_DATASET EXTRACT_.

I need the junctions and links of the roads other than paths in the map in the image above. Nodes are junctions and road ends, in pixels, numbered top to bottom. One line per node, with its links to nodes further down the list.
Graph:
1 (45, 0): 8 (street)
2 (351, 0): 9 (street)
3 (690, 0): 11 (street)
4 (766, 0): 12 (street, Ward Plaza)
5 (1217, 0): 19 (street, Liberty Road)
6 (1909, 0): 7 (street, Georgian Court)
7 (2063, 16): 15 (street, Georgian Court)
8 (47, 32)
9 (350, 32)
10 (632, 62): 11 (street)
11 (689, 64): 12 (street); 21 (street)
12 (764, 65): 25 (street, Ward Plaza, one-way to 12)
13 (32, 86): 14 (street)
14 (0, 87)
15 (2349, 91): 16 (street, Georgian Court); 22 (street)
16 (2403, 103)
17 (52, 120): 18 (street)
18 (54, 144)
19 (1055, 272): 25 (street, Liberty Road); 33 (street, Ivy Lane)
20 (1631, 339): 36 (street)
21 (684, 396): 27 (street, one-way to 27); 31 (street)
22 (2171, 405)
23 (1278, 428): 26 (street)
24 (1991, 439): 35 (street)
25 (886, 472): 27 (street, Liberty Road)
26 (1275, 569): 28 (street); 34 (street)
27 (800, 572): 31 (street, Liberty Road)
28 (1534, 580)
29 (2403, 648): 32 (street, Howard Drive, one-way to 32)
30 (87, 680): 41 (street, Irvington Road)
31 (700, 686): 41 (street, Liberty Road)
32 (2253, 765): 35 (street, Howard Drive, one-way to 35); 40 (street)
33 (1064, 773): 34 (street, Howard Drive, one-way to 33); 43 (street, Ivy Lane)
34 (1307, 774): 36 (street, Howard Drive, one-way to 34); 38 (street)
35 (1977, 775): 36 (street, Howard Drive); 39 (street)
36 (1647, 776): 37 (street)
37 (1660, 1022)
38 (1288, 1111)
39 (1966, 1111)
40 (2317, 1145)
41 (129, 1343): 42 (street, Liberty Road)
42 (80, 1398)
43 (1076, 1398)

_WHAT TO PRODUCE_.
Your task is to copy every line of the entries that contains the string "Drive".

_EXPECTED ANSWER_.
29 (2403, 648): 32 (street, Howard Drive, one-way to 32)
32 (2253, 765): 35 (street, Howard Drive, one-way to 35); 40 (street)
33 (1064, 773): 34 (street, Howard Drive, one-way to 33); 43 (street, Ivy Lane)
34 (1307, 774): 36 (street, Howard Drive, one-way to 34); 38 (street)
35 (1977, 775): 36 (street, Howard Drive); 39 (street)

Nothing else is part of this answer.